Top of Material for the task

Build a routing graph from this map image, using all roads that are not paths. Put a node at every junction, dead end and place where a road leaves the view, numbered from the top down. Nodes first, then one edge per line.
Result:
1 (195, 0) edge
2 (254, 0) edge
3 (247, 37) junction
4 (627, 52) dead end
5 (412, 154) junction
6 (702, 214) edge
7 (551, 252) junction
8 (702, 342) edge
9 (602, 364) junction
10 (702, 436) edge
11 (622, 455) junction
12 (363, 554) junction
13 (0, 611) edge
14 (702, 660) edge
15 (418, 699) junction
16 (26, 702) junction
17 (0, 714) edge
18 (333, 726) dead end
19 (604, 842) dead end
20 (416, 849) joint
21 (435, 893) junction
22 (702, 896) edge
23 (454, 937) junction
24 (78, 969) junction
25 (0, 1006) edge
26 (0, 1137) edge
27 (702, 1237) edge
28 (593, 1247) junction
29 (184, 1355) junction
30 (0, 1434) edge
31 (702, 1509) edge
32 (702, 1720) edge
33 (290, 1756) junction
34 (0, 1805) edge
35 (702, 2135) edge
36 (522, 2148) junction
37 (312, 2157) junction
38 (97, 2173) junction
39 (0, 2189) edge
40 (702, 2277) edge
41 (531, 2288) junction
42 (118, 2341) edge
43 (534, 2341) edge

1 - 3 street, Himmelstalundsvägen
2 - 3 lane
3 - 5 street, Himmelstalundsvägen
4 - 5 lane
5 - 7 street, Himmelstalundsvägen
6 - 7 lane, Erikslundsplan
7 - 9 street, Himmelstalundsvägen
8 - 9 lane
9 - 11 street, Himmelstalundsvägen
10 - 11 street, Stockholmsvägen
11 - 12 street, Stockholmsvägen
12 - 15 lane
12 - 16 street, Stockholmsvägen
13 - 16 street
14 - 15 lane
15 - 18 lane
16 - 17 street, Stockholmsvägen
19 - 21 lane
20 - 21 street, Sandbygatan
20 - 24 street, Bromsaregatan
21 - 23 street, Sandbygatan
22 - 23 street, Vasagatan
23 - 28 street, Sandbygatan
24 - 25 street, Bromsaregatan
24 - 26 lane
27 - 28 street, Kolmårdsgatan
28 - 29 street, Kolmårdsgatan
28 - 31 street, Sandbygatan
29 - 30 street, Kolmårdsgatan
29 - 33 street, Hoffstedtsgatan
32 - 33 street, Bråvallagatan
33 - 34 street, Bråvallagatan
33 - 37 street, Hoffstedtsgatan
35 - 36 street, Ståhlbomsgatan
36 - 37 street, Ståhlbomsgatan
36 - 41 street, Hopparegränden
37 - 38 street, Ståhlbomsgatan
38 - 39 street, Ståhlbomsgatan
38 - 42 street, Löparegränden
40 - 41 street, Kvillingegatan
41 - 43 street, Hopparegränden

Bottom of Material for the task

== Exercise aim ==
Pick out all lines from the data above in which the word "Stockholmsvägen" appears.

== Expected output ==
10 - 11 street, Stockholmsvägen
11 - 12 street, Stockholmsvägen
12 - 16 street, Stockholmsvägen
16 - 17 street, Stockholmsvägen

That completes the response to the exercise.